## Instructions for the task
Filter the listing below for "Fitness" and report every line that has it.

## Data
━━━━━━
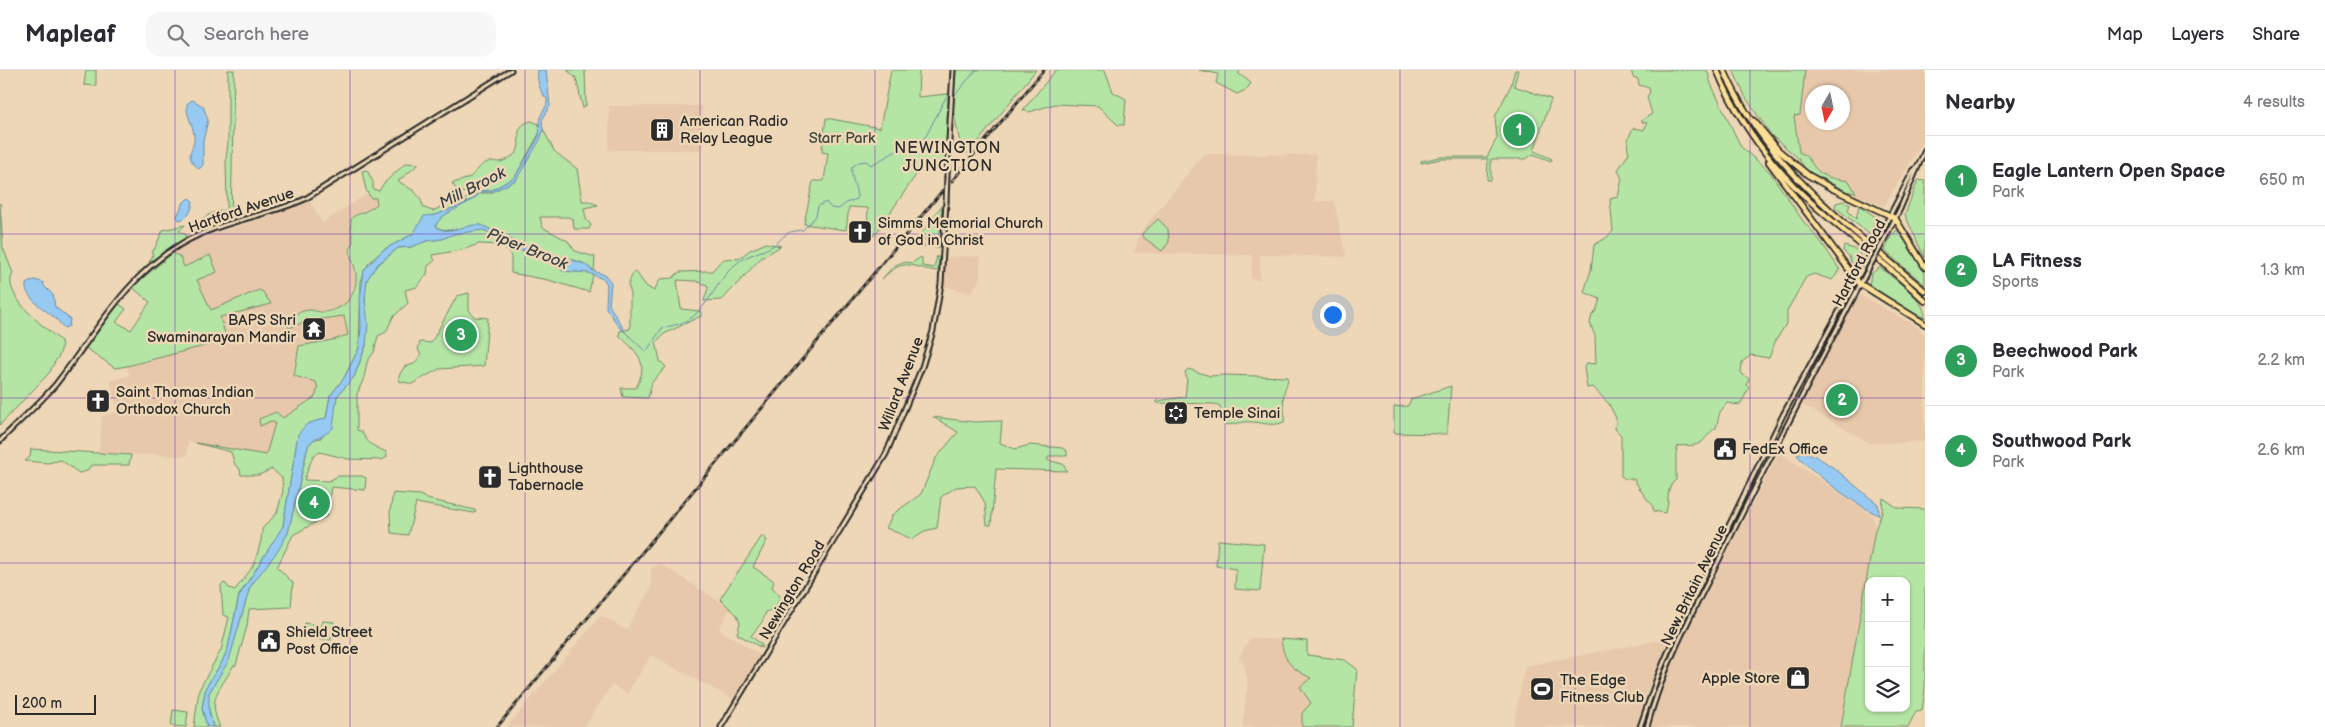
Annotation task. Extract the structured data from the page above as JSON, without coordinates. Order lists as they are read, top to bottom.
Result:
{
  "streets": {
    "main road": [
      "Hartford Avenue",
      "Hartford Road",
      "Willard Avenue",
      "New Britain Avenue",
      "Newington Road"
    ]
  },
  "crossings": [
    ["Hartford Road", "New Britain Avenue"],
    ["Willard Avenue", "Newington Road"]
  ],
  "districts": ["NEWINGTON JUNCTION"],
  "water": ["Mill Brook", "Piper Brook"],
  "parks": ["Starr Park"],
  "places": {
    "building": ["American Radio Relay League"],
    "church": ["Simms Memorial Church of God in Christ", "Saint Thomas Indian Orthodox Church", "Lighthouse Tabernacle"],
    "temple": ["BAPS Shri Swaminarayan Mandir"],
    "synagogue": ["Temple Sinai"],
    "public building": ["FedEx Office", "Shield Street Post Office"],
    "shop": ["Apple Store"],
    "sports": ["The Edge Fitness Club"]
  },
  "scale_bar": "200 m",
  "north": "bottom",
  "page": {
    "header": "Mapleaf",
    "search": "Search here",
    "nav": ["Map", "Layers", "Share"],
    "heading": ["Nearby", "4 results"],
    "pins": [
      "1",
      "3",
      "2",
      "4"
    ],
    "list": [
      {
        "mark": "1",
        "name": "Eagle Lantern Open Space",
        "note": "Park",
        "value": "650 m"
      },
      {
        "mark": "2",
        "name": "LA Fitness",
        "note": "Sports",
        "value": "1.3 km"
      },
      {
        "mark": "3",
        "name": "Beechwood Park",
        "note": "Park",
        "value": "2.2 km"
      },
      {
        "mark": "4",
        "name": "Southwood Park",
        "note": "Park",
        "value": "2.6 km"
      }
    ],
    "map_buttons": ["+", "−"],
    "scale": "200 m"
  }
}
━━━━━━
## Exercise result
    "sports": ["The Edge Fitness Club"]
        "name": "LA Fitness",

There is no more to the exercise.